§ Work request
Output exactly the lines that run from the line with "Which roads connect" to the end of the material, both ends included, and no other lines.

§ Exercise data
···
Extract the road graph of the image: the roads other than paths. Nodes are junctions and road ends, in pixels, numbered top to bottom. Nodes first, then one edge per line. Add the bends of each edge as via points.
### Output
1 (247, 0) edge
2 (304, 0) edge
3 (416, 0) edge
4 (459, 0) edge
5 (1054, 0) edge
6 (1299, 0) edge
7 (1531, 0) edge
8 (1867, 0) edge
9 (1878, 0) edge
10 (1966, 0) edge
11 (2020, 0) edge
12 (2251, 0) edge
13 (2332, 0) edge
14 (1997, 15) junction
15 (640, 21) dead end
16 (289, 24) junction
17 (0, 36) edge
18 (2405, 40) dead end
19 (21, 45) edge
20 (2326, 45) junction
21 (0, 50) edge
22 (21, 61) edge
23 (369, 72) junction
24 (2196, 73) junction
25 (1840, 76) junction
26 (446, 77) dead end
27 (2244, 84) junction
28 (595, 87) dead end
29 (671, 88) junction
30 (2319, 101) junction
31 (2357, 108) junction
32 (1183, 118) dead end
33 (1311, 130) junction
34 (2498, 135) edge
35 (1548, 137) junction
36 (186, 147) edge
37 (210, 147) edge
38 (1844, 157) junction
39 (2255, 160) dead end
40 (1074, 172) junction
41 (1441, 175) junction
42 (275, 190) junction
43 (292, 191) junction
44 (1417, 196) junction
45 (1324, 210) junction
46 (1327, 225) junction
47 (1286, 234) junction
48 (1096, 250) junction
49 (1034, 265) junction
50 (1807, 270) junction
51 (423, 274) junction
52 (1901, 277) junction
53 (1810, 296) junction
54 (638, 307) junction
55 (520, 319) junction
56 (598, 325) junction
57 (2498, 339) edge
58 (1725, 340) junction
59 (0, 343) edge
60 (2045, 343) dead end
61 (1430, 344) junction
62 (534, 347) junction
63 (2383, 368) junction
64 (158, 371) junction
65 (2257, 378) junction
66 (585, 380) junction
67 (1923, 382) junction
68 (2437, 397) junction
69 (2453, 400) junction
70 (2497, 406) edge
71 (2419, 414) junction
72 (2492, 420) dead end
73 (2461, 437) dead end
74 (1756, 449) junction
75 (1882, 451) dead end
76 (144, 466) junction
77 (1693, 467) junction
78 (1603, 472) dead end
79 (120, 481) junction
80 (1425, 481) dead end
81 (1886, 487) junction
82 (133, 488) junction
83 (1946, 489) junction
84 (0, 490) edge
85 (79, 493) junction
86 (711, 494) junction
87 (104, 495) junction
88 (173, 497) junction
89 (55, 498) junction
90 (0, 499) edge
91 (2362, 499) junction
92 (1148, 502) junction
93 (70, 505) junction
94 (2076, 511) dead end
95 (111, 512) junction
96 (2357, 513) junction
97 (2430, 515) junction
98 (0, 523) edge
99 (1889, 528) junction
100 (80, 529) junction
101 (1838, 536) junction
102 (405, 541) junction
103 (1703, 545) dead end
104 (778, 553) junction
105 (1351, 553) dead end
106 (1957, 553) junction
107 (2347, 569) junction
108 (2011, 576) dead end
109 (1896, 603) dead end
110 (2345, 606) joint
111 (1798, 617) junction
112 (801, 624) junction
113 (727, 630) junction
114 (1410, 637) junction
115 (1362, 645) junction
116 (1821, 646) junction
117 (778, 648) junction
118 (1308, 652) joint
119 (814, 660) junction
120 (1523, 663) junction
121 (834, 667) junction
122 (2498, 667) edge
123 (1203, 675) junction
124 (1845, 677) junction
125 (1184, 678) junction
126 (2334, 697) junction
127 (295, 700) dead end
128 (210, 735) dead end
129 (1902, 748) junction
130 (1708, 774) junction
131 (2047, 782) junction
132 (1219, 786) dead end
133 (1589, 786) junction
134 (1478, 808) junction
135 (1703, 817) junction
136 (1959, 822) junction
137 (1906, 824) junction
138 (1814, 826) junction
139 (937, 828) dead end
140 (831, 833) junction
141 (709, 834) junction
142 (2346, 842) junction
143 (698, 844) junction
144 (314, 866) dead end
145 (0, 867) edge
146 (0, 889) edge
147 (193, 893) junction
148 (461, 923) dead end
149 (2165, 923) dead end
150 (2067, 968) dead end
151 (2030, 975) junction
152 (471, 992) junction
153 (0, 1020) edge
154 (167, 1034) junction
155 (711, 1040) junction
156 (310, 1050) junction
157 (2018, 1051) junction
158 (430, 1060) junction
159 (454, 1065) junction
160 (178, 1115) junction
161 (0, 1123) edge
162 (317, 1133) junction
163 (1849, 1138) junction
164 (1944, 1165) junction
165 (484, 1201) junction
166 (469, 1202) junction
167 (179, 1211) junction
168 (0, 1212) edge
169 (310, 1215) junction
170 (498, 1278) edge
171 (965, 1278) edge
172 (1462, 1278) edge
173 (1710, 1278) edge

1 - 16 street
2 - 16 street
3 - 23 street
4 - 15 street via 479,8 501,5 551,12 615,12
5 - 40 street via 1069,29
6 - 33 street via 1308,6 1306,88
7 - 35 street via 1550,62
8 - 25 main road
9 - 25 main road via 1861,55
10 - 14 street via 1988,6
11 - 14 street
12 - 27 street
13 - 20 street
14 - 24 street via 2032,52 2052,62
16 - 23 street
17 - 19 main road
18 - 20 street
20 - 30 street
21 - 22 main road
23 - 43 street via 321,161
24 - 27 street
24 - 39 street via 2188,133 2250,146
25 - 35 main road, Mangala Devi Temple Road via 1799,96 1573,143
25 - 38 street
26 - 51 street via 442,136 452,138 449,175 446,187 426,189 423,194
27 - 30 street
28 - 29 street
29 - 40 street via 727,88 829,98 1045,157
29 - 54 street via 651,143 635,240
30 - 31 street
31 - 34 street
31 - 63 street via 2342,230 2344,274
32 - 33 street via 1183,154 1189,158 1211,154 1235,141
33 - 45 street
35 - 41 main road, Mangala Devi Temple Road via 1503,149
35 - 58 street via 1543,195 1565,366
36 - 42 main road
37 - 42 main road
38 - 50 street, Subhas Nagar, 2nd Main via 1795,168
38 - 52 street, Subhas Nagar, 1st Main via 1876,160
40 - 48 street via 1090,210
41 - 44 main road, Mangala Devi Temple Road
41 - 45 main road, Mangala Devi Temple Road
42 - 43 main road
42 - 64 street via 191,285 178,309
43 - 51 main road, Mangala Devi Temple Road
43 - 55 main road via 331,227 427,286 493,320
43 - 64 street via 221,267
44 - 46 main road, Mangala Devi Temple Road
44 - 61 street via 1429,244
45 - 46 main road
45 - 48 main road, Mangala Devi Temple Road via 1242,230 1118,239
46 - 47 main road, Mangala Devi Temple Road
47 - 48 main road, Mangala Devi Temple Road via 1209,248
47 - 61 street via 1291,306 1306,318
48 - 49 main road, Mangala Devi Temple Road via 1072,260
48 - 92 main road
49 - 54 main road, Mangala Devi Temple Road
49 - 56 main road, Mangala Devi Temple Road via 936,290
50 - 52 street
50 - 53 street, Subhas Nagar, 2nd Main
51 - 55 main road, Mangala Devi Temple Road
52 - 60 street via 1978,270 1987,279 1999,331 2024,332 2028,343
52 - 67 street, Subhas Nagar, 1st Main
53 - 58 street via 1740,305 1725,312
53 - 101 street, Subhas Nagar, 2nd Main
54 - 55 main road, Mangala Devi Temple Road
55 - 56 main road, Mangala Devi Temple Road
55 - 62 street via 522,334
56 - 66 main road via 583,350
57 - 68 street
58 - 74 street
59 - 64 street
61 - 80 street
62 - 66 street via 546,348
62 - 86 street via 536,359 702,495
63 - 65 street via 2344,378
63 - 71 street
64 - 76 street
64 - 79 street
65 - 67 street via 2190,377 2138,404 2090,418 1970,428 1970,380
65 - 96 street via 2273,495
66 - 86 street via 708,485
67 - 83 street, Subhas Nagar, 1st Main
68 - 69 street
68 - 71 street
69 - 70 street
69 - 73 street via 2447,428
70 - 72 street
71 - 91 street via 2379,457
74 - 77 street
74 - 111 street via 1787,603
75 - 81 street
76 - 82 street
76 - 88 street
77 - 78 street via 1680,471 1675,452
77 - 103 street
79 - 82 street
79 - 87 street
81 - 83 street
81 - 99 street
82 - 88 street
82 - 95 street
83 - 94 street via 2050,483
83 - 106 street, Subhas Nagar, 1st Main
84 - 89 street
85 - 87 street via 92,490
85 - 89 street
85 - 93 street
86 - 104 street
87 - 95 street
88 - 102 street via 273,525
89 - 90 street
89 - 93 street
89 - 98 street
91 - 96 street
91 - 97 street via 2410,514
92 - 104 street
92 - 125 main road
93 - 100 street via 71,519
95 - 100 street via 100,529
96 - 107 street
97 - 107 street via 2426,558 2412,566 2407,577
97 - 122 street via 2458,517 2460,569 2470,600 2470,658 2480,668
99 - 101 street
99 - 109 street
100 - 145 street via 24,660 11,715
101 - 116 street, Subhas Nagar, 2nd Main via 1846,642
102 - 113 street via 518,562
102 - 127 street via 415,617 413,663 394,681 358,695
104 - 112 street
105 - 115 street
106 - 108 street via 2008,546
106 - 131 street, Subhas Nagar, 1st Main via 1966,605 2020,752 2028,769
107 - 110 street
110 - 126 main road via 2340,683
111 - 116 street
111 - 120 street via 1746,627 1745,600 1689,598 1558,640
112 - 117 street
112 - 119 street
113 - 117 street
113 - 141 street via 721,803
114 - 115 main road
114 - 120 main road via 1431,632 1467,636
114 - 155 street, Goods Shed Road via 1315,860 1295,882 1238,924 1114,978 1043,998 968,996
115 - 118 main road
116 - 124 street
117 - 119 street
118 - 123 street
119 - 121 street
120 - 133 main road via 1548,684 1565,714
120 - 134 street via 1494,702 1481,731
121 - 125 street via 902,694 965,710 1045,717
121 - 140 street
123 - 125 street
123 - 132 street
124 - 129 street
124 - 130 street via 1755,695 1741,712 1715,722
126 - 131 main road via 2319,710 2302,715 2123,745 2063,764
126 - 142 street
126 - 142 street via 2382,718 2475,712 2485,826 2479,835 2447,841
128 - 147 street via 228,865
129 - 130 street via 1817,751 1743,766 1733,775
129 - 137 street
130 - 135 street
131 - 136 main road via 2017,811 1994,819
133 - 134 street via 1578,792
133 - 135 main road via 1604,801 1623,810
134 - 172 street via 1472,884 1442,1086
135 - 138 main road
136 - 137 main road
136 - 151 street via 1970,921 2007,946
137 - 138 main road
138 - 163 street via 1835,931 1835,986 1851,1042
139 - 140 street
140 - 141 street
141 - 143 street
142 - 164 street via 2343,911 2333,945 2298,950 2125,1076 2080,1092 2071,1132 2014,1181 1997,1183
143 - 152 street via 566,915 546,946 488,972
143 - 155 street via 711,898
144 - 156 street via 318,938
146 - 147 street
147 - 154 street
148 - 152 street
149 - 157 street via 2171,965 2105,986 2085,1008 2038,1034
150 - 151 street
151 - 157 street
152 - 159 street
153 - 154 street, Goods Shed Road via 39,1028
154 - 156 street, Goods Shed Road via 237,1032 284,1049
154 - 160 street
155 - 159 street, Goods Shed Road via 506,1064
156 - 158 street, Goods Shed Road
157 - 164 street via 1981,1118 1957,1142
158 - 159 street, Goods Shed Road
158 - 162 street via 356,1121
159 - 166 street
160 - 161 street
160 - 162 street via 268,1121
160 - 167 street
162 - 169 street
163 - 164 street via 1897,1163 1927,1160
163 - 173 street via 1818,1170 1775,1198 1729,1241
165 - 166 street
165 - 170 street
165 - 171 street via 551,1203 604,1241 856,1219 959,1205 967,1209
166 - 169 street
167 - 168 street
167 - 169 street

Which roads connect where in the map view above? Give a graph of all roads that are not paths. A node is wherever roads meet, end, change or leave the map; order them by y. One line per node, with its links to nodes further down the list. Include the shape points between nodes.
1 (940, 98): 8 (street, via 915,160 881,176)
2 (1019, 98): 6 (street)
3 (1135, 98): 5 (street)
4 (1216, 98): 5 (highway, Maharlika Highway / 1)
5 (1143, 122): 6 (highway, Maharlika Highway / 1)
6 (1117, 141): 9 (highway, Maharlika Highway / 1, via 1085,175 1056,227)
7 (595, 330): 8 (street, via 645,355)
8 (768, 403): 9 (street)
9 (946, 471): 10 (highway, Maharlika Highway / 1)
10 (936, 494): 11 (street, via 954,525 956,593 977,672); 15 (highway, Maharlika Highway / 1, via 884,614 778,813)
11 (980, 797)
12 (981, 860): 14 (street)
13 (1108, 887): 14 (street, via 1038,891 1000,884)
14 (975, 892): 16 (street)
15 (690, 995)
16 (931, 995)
···
§ Task solution
Which roads connect where in the map view above? Give a graph of all roads that are not paths. A node is wherever roads meet, end, change or leave the map; order them by y. One line per node, with its links to nodes further down the list. Include the shape points between nodes.
1 (940, 98): 8 (street, via 915,160 881,176)
2 (1019, 98): 6 (street)
3 (1135, 98): 5 (street)
4 (1216, 98): 5 (highway, Maharlika Highway / 1)
5 (1143, 122): 6 (highway, Maharlika Highway / 1)
6 (1117, 141): 9 (highway, Maharlika Highway / 1, via 1085,175 1056,227)
7 (595, 330): 8 (street, via 645,355)
8 (768, 403): 9 (street)
9 (946, 471): 10 (highway, Maharlika Highway / 1)
10 (936, 494): 11 (street, via 954,525 956,593 977,672); 15 (highway, Maharlika Highway / 1, via 884,614 778,813)
11 (980, 797)
12 (981, 860): 14 (street)
13 (1108, 887): 14 (street, via 1038,891 1000,884)
14 (975, 892): 16 (street)
15 (690, 995)
16 (931, 995)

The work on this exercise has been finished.